Backers of the bill also say that the experiences in other states and countries show that bottle-deposit laws can work and are sustainable. 

“Vermont is the number one state in the country for craft breweries, and it is also a long-standing bottle bill state,” says Susan Schorr, who leads efforts to fight plastic waste for the local chapter of the Sierra Club. “There are many experiences from jurisdictions, not only in the country but from around the world that we can draw on… There's no reason why the program wouldn't be able to work here.”

Maybe, counters Cheston. But D.C. isn’t Vermont. “It’s very expensive to operate a brewery in Washington, D.C. because Washington, D.C. real estate is extremely expensive, I assume much higher than in Vermont,” he says. “When you have very high occupancy costs, it reduces the margin of error on literally every other line item.”

Justin Cox, the founder of Atlas Brew Works, told lawmakers that while national brewers or even big craft brewers like Sam Adams and Sierra Nevada could likely manage costs related to a bottle deposit, D.C.’s brewers can’t. “If you add $2.40 per case in deposits to the equation, Atlas is not in a financial position to absorb that cost,” he said. “But Budweiser probably is.”

Moving forward

The bottle bill is in the early stages of its legislative journey through the council. It’s currently with the Committee on Business and Economic Development, which is chaired by At-Large Councilmember Kenyan McDuffie, one of the only lawmakers who didn’t co-sponsor the measure. In mid-November, the bill moves to the Committee on Transportation and the Environment, chaired by Ward 6 Councilmember Charles Allen, who supports it.

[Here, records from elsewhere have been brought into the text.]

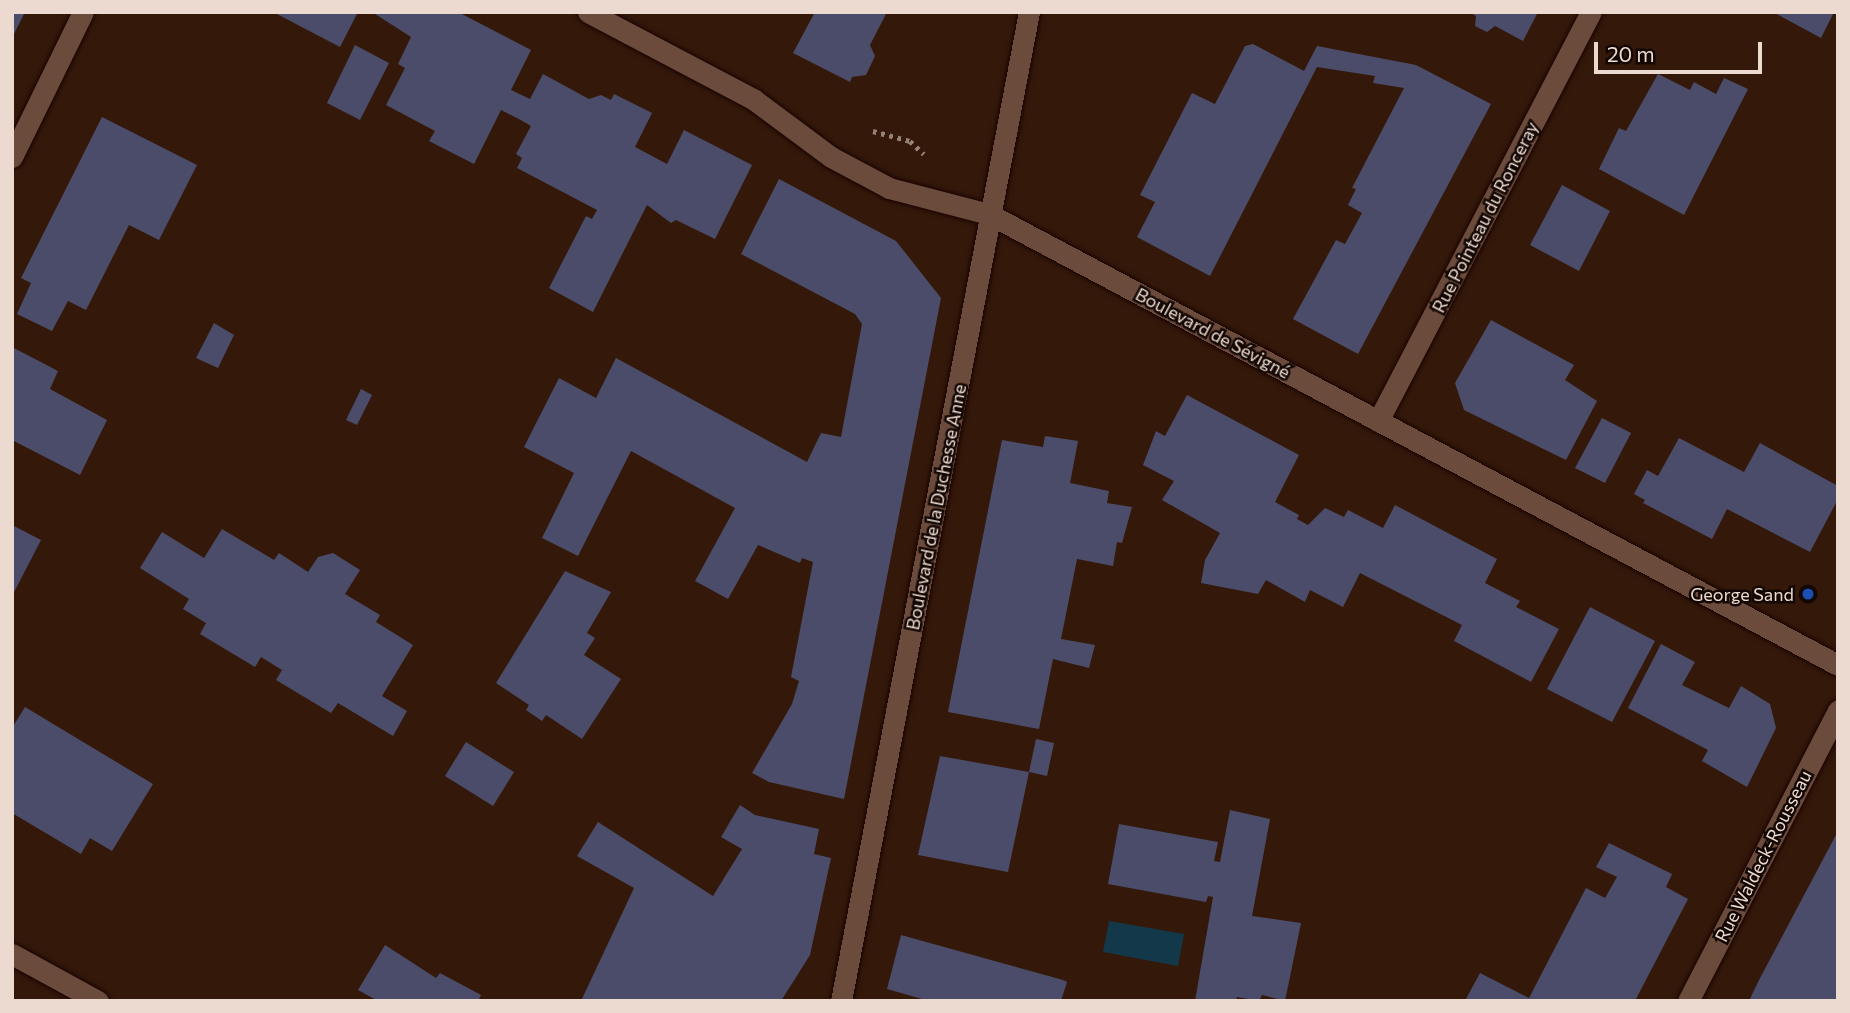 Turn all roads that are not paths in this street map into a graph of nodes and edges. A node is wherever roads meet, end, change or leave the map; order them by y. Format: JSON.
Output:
{"nodes":[{"id":1,"x":83,"y":12,"type":"edge"},
{"id":2,"x":588,"y":12,"type":"edge"},
{"id":3,"x":1029,"y":12,"type":"edge"},
{"id":4,"x":1591,"y":12,"type":"edge"},
{"id":5,"x":12,"y":157,"type":"edge"},
{"id":6,"x":989,"y":214,"type":"junction"},
{"id":7,"x":1378,"y":421,"type":"junction"},
{"id":8,"x":1838,"y":665,"type":"edge"},
{"id":9,"x":1838,"y":710,"type":"edge"},
{"id":10,"x":12,"y":954,"type":"edge"},
{"id":11,"x":98,"y":1001,"type":"edge"},
{"id":12,"x":841,"y":1001,"type":"edge"},
{"id":13,"x":1688,"y":1001,"type":"edge"}],
"edges":[{"from":1,"to":5,"type":"street"},
{"from":2,"to":6,"type":"street","name":"Boulevard de Sévigné"},
{"from":3,"to":6,"type":"street","name":"Boulevard de la Duchesse Anne"},
{"from":4,"to":7,"type":"street","name":"Rue Pointeau du Ronceray"},
{"from":6,"to":7,"type":"street","name":"Boulevard de Sévigné"},
{"from":6,"to":12,"type":"street","name":"Boulevard de la Duchesse Anne"},
{"from":7,"to":8,"type":"street","name":"Boulevard de Sévigné"},
{"from":9,"to":13,"type":"street","name":"Rue Waldeck-Rousseau"},
{"from":10,"to":11,"type":"street"}]} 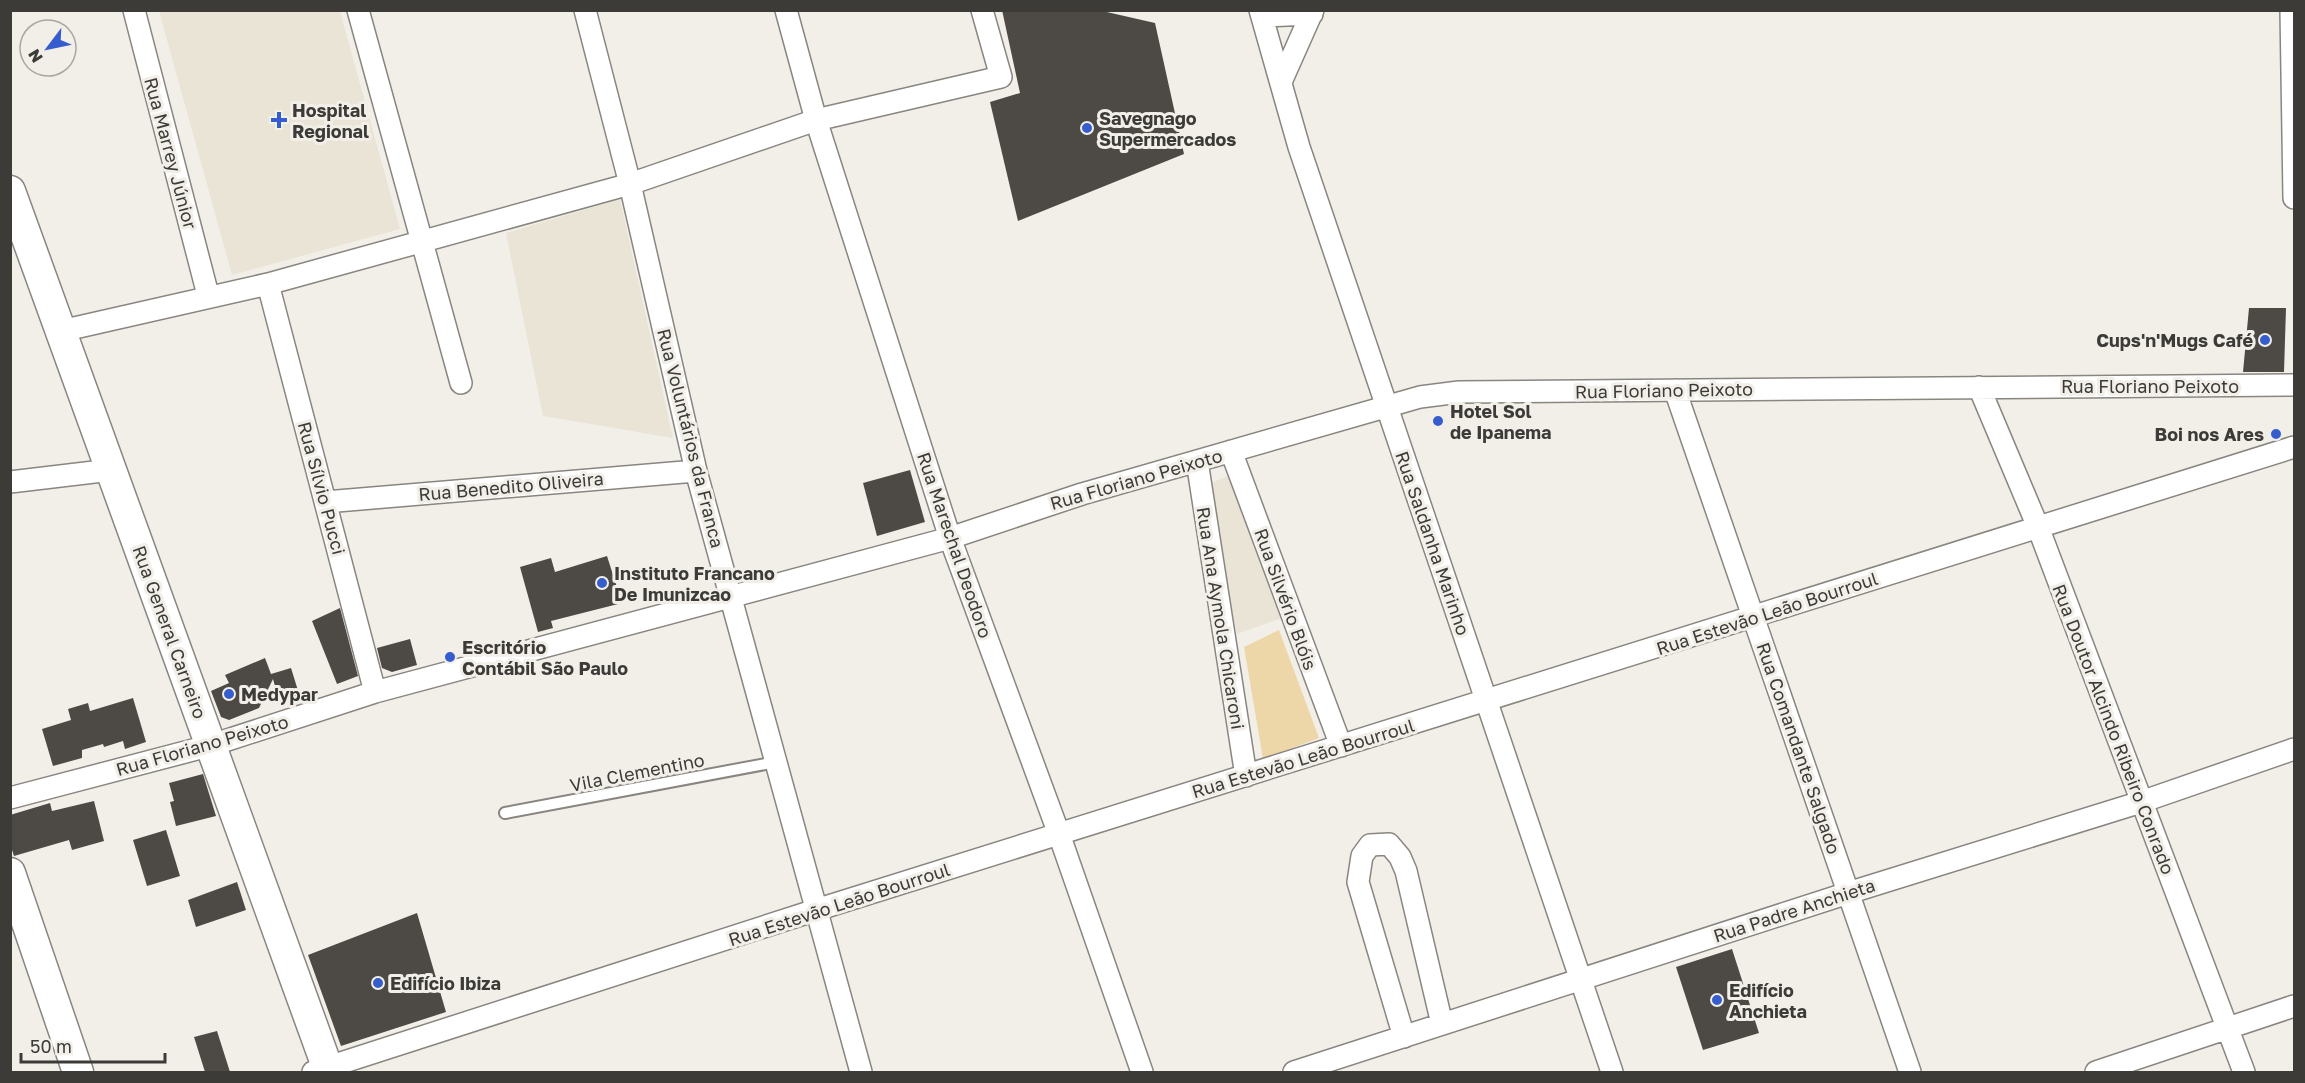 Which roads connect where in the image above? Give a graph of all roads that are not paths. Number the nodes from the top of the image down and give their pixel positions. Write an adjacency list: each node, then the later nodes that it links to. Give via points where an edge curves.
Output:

“The idea and the concept is good,” he says. “I also have talked with a number of small businesses, our local brewers who have brought up legitimate issues that I think there are solutions for. And I’m trying to work on what those might look like.”

Nadeau is open to changing the bill; in fact, she already has, exempting retailers smaller than 2,000 square feet from having to serve as centers where people can drop off bottles and cans and get their reimbursements. (Bars and restaurants that sell drinks for on-site consumption would also be exempted from having to charge the 10-cent deposit.) “The goal is not to create hardship for local producers. It's to get big companies to pay for their litter,” she says.

Still, environmental advocates say they don’t want lawmakers to take too big a swing at the bill. “D.C. is a very unique place, so I think we're open to minor tweaks to accommodate our uniqueness,” says Lora Nunn, who volunteers time cleaning up the Anacostia River and is a leader in the coalition pushing for the bottle bill. “But I think on the whole the bill was really written pretty tightly.”

Cheston says he will remain engaged throughout the process, hoping to constantly remind lawmakers of how local producers like Right Proper might be impacted. “At some point you have to say, ‘What’s the value of products that are exported out of the city that say Made in D.C.?’” he says. “We think there is great value to it. We think we serve a wonderful purpose.”